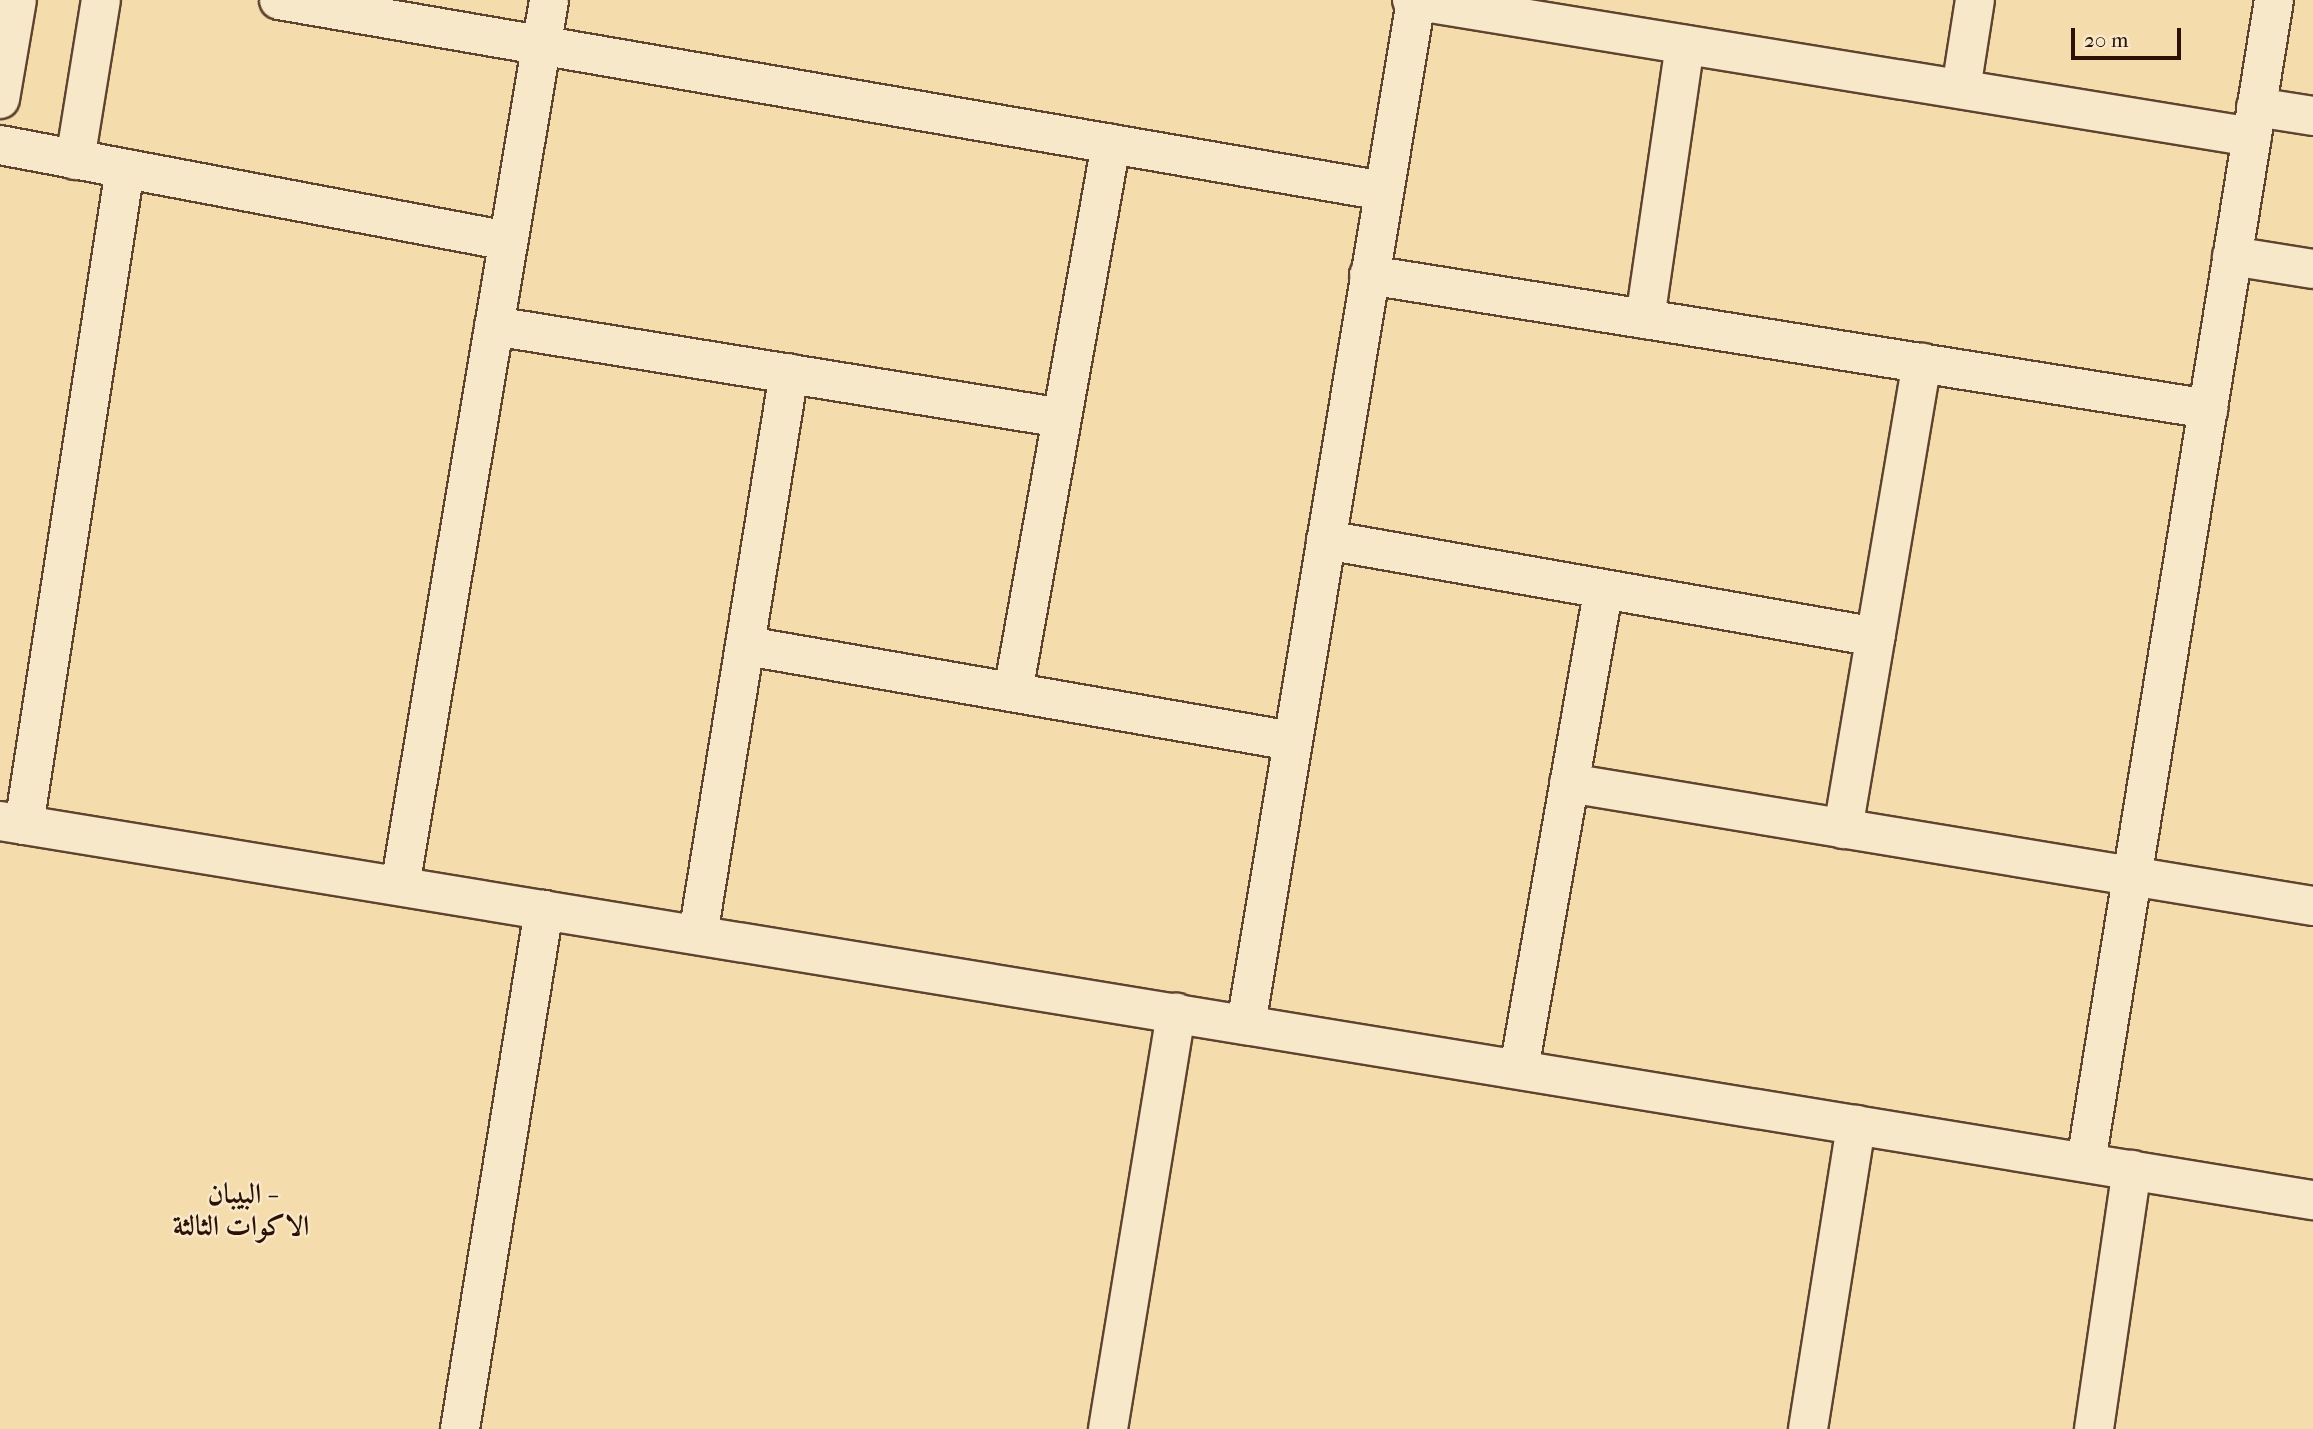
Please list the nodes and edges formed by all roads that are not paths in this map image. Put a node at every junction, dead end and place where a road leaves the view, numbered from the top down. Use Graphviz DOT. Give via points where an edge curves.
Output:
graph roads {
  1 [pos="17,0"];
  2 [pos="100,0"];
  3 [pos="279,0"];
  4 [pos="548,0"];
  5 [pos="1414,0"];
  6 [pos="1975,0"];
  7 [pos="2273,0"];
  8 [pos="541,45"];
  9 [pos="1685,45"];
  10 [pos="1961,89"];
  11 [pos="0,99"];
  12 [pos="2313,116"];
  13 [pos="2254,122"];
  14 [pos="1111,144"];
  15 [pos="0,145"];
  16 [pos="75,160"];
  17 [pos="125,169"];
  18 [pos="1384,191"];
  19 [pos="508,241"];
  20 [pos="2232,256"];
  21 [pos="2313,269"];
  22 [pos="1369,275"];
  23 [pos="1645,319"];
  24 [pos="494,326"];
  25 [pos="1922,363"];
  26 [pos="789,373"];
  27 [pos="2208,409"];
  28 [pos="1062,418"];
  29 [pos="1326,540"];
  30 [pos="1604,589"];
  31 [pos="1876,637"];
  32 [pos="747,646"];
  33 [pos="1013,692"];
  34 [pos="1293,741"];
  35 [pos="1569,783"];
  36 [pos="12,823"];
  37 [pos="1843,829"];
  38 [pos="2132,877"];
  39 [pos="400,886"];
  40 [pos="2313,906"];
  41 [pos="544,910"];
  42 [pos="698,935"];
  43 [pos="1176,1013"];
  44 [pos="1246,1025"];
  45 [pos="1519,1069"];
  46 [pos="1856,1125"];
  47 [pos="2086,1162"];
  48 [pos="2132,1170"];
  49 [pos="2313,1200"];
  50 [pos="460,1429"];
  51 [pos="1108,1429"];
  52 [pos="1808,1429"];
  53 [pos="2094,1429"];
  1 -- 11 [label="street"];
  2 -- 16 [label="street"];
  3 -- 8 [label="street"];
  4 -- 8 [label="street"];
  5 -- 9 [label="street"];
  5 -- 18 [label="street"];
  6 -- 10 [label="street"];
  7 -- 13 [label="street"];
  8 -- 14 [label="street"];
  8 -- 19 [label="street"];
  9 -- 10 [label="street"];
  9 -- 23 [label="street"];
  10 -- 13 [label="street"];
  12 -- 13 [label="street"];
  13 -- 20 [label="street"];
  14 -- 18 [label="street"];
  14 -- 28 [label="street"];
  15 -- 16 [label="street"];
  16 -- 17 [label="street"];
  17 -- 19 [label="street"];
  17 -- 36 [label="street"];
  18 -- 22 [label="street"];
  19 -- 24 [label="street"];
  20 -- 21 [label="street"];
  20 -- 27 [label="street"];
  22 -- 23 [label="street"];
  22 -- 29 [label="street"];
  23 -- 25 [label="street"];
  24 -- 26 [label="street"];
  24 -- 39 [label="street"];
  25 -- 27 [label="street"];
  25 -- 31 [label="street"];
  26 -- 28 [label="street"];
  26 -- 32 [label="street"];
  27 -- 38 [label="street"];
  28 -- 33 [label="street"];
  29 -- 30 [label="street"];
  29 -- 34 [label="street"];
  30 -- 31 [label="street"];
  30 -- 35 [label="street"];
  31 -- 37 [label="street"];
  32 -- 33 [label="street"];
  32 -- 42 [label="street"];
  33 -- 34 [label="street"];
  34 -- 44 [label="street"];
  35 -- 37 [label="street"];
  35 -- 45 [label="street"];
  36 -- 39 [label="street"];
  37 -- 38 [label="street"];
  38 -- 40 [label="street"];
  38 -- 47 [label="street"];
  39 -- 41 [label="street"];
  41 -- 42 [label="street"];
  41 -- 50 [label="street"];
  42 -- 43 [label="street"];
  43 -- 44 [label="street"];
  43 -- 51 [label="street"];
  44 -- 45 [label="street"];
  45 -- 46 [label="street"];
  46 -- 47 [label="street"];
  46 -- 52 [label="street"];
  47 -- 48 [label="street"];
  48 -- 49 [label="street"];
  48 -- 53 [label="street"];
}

==

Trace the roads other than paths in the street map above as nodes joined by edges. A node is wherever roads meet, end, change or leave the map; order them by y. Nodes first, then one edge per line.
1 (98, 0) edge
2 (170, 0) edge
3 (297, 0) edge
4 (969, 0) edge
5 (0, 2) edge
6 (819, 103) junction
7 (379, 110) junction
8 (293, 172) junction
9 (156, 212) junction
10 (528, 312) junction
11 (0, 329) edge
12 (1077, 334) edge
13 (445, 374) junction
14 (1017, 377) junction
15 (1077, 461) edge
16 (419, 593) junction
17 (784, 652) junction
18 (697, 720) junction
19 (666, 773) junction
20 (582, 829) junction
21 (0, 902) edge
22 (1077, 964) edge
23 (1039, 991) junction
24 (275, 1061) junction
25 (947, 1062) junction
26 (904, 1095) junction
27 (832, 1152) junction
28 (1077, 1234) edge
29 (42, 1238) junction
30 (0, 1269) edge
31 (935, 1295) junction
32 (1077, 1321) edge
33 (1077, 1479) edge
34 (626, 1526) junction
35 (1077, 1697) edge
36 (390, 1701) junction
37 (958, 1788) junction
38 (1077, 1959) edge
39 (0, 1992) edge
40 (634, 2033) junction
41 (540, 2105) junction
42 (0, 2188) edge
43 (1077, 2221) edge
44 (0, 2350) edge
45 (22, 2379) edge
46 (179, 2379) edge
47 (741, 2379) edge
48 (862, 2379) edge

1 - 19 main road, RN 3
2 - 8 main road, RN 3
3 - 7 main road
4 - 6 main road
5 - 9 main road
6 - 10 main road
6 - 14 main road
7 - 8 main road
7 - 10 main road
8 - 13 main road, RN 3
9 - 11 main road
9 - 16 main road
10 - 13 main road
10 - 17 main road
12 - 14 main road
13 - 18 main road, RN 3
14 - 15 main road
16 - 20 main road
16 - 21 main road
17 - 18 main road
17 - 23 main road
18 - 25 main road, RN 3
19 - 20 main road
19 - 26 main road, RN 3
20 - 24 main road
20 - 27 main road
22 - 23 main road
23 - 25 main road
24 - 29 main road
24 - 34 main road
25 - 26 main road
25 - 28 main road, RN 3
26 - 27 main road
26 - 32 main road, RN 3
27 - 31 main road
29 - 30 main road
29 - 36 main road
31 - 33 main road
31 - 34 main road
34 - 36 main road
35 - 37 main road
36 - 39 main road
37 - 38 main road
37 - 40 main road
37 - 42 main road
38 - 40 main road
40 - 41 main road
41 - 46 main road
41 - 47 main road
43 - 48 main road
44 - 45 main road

--

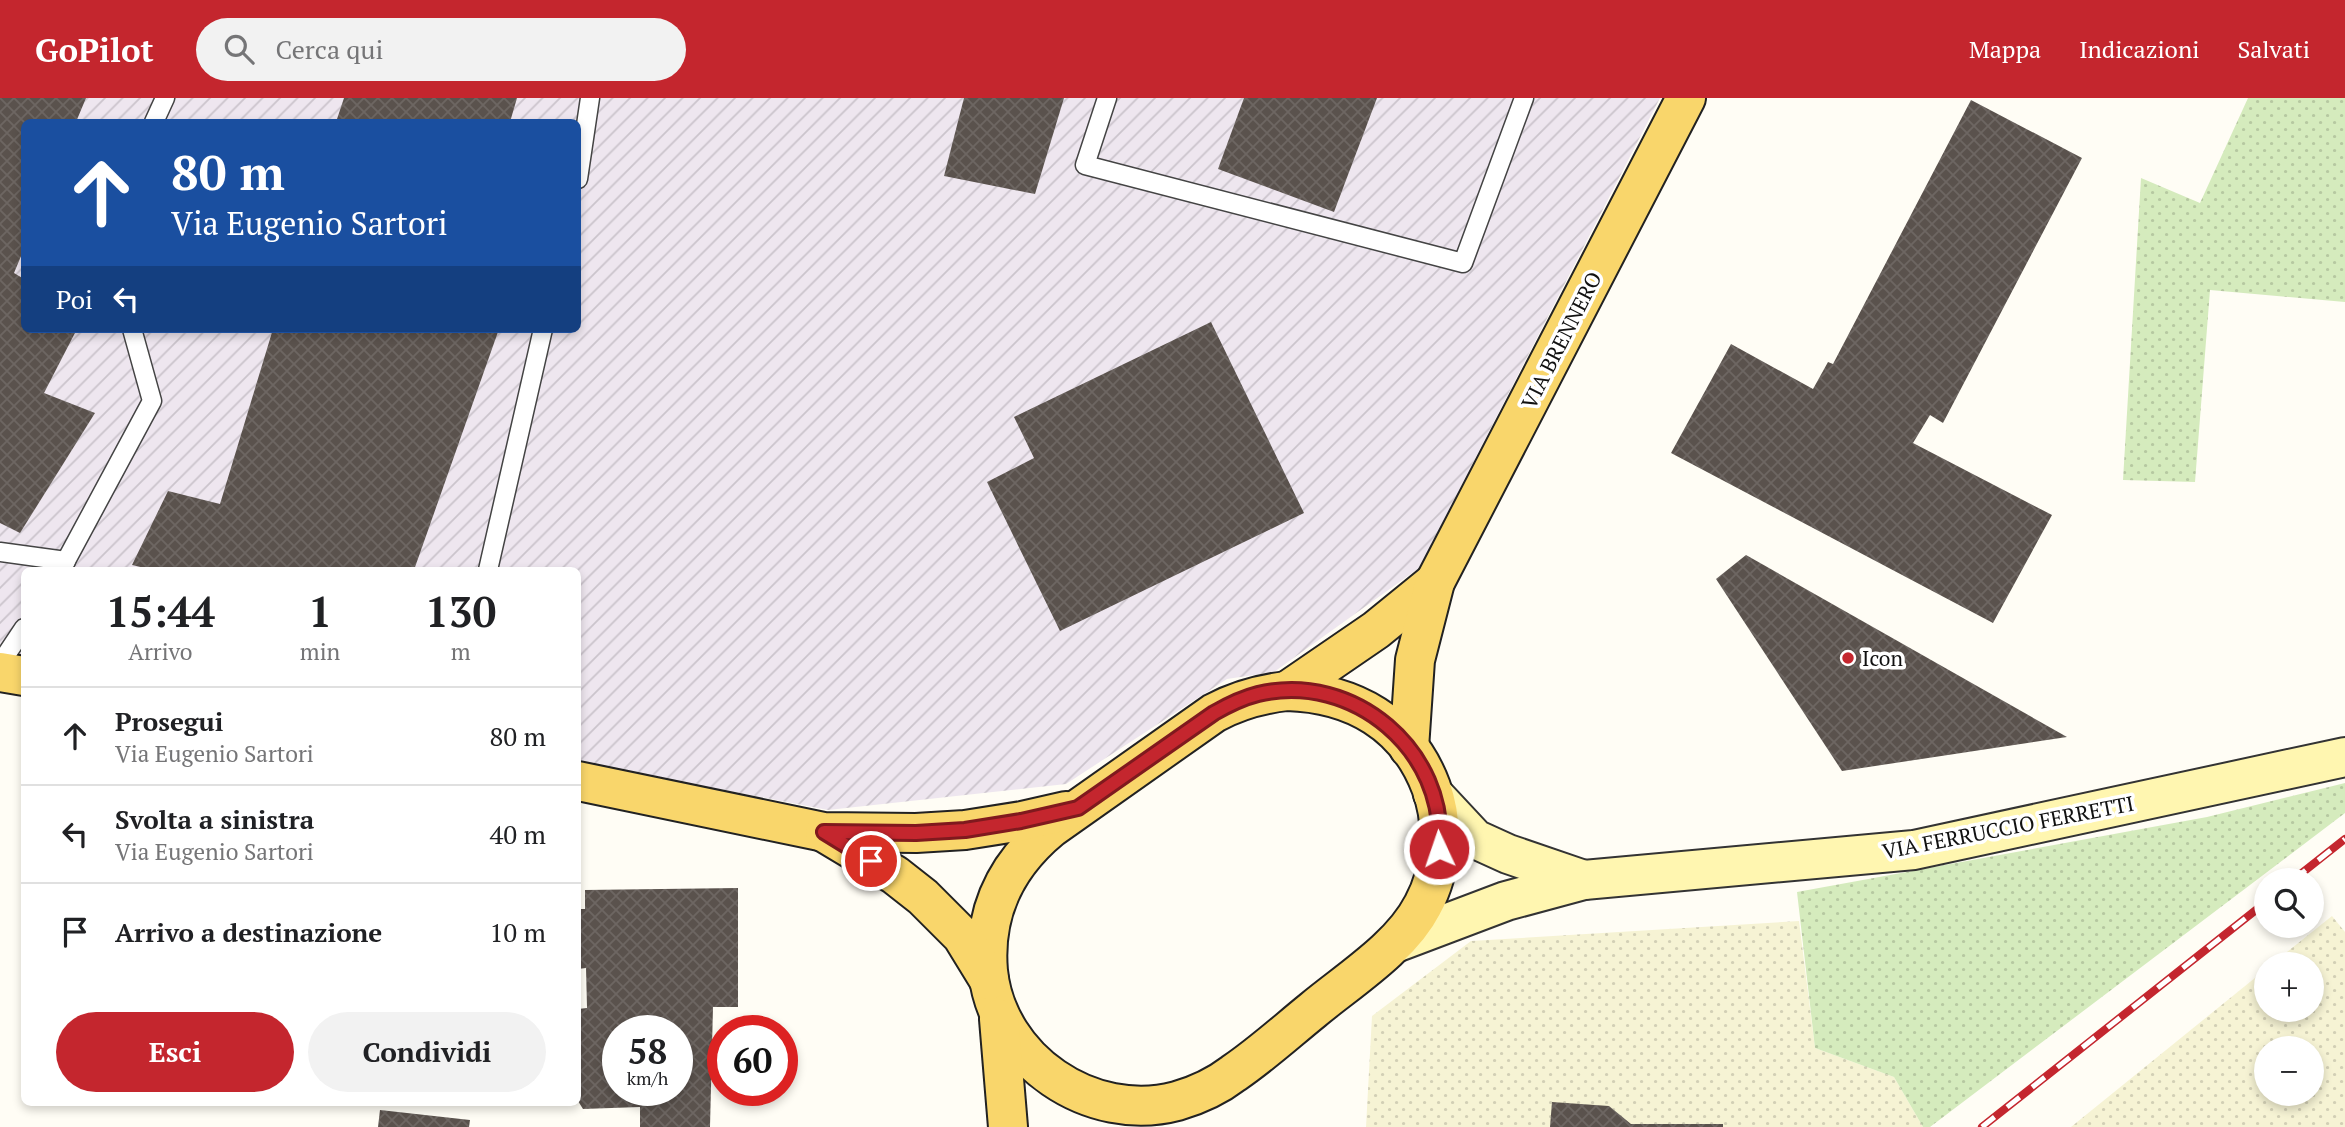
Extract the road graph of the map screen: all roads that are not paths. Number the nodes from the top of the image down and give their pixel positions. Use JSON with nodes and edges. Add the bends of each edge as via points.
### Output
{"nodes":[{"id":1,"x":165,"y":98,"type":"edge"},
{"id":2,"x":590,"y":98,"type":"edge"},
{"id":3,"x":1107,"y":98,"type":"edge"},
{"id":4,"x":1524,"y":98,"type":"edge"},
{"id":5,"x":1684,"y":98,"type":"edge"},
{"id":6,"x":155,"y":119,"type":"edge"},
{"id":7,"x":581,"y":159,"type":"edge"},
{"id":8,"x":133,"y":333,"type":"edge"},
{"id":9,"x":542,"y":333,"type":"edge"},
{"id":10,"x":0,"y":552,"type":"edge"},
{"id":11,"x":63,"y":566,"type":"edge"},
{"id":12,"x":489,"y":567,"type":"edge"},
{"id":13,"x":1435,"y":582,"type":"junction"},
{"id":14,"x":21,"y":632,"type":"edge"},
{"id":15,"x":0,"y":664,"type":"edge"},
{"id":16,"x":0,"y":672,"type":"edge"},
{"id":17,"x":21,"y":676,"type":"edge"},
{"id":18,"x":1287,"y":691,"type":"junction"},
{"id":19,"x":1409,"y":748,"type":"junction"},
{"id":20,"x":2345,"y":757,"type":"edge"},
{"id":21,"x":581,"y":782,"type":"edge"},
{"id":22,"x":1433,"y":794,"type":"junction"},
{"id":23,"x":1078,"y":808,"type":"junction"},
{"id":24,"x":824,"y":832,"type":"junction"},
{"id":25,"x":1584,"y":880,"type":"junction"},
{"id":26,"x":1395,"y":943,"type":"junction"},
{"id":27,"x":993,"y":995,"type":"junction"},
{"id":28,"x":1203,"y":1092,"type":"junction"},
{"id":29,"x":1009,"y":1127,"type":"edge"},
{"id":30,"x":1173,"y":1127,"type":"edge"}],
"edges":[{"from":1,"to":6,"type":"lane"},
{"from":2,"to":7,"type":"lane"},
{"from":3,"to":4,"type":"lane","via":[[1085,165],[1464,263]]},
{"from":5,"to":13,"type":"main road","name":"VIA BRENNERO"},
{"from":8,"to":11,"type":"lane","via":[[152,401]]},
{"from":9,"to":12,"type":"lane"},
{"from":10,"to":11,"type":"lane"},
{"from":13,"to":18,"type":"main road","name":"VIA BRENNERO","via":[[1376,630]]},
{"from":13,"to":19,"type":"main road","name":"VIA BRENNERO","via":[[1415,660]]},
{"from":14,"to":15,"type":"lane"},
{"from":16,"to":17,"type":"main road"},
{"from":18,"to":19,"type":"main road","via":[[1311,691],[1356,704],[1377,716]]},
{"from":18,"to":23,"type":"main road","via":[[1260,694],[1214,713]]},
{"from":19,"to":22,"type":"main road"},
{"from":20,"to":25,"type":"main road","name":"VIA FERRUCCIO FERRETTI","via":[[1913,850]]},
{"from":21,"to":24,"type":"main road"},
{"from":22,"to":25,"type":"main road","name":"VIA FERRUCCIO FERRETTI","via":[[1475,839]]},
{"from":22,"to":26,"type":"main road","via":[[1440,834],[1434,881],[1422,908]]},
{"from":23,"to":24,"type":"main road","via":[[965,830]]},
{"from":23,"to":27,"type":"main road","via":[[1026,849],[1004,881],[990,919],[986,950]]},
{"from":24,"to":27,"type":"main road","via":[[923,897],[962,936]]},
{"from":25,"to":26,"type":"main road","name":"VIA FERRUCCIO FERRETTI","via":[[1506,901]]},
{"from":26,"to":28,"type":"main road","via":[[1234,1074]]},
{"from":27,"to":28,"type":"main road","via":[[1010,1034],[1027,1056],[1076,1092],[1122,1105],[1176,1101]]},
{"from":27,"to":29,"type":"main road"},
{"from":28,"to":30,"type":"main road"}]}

# Problem statement
Lines holding "that" are the ones to copy; find all of them in the listing.

# Exercise answer
Please list the nodes and edges formed by all roads that are not paths in this map image. Put a node at every junction, dead end and place where a road leaves the view, numbered from the top down. Use Graphviz DOT. Give via points where an edge curves.
Extract the road graph of the map screen: all roads that are not paths. Number the nodes from the top of the image down and give their pixel positions. Use JSON with nodes and edges. Add the bends of each edge as via points.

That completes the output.